The startServer command is used
to make one process the server. The command will return immediately but
will cause the process to begin listening for client connections on a
certain port. The port may be specified or will be chosen
automatically. startServer
returns the port number that
was used. The simplest option is to choose a port that you are pretty
sure will be available (try the 2000 to 9000 range) and hard-code this
number into the server and client scripts.
A more robust option is to allow an open port to be chosen automatically and to then store this value somewhere that the clients will be able to retrieve it, either by altering the client's script or by writing the port number into a known temporary file. A server will break the connections to all clients and stop listening on the server port when the stopServer command is issued.
The clientInfo command is used to find out how many clients are connected, some information about each one, and what each one is doing at the moment. A client that is idle is participating in the current training session but is waiting for the server before it will continue. A client that is halted has stopped participating in the current training session. This may be because the client was stopped explicitly by the user or because it has an incompatible network loaded or no training set. Otherwise, clients can be busy training or testing.
A process becomes a client when the startClient command is invoked.
This takes as arguments the host and port of the server and an optional
address for the client. This address is useful if the client has
multiple network connections. If the client successfully connects to
the server, a new TCP stream will be opened which uses a new port on the
server end. Like startServer
, this command returns
immediately. The connection to the server can be terminated with stopClient. A process may not be a
client and server at the same time or a client for multiple servers.
However, because the server process often does a lot less work, you may find it advantageous to run both a server and a client on the same processor.
The principal means by which clients and the server can communicate is the sendEval command. This sends a command to the server or to the clients. The receiver will then execute the command. This can be used by the server to tell one or all clients to run a particular script or to load a particular example file. It might also be used by a client to communicate information back to the server.
Lens provides a shortcut, sendObject, for setting an object field on the server and on all clients to the same value. This is used like setObject but the value will be set remotely as well. If called on a client, the value will only be set on that client and on the server, not on the other clients. If a client needs to cause an object value to be set on all machines, it can use sendEval to tell the server to execute sendObject.

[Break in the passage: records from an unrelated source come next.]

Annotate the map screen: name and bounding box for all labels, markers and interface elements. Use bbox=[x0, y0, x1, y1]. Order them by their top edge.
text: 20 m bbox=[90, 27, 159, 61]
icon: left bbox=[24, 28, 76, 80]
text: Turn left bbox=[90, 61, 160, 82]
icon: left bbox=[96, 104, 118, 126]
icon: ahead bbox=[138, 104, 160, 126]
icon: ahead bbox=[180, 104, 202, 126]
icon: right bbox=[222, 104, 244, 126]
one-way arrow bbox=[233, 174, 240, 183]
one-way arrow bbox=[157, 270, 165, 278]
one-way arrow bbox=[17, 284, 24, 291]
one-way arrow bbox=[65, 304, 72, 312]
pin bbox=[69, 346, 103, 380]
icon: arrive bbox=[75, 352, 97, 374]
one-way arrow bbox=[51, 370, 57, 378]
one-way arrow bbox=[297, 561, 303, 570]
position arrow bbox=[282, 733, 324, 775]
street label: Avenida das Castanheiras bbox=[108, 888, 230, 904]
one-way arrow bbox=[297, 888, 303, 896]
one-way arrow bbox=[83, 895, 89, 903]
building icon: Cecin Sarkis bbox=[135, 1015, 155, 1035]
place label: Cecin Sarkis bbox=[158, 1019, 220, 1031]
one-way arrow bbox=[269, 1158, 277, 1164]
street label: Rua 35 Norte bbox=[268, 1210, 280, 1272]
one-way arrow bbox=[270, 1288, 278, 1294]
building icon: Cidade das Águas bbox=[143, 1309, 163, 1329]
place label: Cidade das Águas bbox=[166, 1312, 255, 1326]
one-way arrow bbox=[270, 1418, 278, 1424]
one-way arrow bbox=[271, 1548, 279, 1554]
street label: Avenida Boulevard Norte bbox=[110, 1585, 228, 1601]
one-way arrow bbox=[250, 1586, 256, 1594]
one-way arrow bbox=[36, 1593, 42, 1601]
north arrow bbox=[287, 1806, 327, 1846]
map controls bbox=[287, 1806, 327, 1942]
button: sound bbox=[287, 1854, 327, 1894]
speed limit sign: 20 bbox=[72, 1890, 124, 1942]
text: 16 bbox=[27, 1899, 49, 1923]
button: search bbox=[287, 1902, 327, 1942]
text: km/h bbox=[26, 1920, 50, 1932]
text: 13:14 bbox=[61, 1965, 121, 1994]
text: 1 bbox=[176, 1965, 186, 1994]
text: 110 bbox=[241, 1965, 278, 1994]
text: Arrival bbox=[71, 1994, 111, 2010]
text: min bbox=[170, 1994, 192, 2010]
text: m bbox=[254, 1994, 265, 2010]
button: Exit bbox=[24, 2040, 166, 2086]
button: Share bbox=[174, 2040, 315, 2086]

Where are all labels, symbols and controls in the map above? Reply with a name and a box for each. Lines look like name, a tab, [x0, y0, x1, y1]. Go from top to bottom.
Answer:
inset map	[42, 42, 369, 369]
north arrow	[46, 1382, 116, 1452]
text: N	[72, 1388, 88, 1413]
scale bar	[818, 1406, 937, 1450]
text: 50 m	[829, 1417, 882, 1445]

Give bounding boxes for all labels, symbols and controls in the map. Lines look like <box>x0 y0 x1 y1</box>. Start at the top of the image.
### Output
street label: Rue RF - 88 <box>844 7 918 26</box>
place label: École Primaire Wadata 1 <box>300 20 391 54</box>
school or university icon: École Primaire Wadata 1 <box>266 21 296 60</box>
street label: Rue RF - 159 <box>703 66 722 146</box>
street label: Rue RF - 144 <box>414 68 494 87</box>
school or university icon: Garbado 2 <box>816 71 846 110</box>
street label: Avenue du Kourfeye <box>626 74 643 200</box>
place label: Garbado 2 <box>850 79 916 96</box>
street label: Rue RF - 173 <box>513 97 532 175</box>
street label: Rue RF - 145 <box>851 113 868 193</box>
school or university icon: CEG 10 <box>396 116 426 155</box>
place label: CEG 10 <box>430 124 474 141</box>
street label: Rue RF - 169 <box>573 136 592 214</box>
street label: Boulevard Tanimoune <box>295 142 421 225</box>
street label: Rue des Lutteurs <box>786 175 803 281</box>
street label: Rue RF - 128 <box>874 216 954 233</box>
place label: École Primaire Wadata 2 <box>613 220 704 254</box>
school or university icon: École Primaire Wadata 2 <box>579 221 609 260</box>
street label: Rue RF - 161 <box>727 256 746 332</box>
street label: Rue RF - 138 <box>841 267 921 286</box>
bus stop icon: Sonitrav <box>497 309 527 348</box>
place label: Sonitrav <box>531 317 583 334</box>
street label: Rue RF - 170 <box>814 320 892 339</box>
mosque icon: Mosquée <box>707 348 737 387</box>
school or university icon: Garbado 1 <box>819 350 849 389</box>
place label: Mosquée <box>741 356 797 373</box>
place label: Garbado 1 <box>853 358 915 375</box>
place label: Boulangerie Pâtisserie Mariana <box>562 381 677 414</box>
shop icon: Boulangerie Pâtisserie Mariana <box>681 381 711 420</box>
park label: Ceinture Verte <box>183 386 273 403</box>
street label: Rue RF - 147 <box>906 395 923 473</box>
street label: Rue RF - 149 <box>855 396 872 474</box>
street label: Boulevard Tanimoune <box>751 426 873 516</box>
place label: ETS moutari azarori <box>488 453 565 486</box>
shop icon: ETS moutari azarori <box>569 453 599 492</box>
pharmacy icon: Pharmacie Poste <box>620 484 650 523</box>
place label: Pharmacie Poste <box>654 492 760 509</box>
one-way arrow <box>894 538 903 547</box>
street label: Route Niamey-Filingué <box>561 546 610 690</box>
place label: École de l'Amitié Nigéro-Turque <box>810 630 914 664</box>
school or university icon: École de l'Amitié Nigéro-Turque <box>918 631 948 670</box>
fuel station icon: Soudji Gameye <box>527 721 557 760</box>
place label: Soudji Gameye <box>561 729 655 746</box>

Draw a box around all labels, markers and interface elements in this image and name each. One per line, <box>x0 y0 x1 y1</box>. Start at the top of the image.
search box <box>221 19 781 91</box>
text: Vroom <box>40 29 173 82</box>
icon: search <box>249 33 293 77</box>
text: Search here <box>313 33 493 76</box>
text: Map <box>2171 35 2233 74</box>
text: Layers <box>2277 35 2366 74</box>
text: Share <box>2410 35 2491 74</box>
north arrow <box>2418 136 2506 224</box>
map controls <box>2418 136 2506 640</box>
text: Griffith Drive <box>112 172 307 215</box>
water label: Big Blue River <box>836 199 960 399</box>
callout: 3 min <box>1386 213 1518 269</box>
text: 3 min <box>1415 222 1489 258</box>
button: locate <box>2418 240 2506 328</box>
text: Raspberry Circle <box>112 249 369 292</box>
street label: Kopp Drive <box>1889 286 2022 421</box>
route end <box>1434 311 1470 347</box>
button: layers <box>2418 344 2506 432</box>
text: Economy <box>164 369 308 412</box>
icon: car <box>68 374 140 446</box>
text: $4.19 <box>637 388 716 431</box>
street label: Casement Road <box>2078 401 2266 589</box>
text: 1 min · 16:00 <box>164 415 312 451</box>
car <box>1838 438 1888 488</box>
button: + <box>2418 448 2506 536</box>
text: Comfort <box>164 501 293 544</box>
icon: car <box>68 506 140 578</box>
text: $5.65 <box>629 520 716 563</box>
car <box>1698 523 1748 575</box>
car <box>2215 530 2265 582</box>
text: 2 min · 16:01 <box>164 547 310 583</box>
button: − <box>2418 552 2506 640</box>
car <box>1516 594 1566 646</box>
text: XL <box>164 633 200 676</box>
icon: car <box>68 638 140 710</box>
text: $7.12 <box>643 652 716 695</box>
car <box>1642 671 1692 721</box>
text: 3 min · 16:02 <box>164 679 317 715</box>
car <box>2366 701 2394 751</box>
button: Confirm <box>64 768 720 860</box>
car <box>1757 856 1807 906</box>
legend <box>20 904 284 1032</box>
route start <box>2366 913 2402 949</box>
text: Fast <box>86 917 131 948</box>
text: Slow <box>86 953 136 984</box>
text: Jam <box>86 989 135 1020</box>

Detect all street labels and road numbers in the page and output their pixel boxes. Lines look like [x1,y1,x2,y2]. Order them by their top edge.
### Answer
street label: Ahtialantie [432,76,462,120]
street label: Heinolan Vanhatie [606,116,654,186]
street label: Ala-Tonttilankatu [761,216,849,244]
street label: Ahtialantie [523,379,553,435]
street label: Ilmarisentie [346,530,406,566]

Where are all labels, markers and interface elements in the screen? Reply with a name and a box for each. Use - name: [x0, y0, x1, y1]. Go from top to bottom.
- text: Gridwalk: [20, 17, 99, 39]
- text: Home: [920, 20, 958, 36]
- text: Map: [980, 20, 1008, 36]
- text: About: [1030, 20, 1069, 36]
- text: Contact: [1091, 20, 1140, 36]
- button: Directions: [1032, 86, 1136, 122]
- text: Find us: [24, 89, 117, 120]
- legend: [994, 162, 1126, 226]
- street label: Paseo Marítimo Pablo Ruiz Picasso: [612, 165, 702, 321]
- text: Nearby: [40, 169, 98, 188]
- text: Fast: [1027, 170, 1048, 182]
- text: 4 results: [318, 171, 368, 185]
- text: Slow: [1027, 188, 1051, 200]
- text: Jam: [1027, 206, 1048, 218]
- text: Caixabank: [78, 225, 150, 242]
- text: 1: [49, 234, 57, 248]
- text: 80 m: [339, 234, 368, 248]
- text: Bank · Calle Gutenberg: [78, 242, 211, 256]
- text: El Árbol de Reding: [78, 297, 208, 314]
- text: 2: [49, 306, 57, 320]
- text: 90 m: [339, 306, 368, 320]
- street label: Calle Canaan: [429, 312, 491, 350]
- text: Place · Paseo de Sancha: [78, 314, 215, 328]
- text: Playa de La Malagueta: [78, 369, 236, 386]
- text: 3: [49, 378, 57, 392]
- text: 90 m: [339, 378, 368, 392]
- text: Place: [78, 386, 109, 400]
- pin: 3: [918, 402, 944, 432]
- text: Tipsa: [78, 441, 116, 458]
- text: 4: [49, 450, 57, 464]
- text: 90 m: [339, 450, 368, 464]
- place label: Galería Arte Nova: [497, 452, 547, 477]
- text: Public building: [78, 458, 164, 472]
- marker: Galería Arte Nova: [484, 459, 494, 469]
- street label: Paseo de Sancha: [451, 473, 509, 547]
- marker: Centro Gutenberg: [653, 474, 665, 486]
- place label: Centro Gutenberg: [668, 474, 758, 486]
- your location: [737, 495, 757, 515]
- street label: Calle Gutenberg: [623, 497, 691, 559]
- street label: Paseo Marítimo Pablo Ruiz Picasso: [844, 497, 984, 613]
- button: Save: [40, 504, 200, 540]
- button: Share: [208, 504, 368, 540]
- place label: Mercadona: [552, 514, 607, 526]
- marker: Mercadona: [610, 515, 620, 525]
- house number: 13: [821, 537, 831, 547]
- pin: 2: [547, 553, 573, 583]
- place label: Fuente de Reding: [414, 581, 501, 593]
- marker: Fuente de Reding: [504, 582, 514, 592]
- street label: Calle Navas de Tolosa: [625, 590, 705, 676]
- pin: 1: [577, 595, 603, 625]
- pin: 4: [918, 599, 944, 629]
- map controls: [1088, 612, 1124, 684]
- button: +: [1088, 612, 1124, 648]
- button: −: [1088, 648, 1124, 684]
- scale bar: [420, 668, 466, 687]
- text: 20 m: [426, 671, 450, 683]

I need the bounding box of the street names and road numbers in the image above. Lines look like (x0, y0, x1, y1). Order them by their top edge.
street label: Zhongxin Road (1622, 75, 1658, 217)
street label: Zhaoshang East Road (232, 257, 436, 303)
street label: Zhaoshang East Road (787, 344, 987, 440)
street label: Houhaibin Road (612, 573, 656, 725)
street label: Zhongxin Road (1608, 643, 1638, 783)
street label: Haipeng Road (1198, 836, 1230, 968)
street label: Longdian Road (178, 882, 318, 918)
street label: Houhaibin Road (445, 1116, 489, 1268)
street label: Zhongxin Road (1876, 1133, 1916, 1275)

When training in parallel non-interactively, synchronization controls
are necessary to ensure that all participants are ready before training
begins. Synchronization is provided by the waitForClients command. This
has three modes, which are explained in the manual page for the
command. In one mode, the server waits until a specified number of
clients have connected before waitForClients
returns.
Alternately, it can arrange for a command to be executed in the server
once a certain number of clients have connected. Finally,
waitForClients
can be used as a simple barrier. In this
mode, the command is called by each client and the server when they are
ready to proceed. Once all participants are ready and waiting, they
will all be released. The examples below show how this command might be
used.
All parallel training is controlled with the trainParallel command. Training can take one of two forms, synchronous and asynchronous. Synchronous training is functionally equivalent to standard single-processor training. In this mode, the server sends the network's weights to each client, the clients each process part of a batch of examples, accumulating the overall error and link derivatives and testing for the output unit accuracy stopping criterion, and then send this information back to the server. The server accumulates the error and derivatives over all clients, does a single weight update, and then sends the new weights to all clients and another batch begins.
The server's batchSize parameter is the effective batch size in synchronous mode. This determines the total number of examples processed on all clients between weight updates. Depending on the speed of each client, Lens will adjust the number of examples the client is fed to help balance the load.
The actual examples that will be processed in a batch are not chosen by the server. Each client selects its examples based on the example-set-mode of its training set. However, if ORDERED mode is being used, it would not be desirable to have each client process the exact same set of examples. Therefore, in this case clients will randomize the initial example on the very first batch. They will then proceed as they would in single processor training. When running in synchronous mode, you may prefer to simply give each client a different training set, although this could be problematic if a fast processor dominates the batch sharing and the network is over-exposed to its examples. This could also be problematic in asynchronous training for the same reason.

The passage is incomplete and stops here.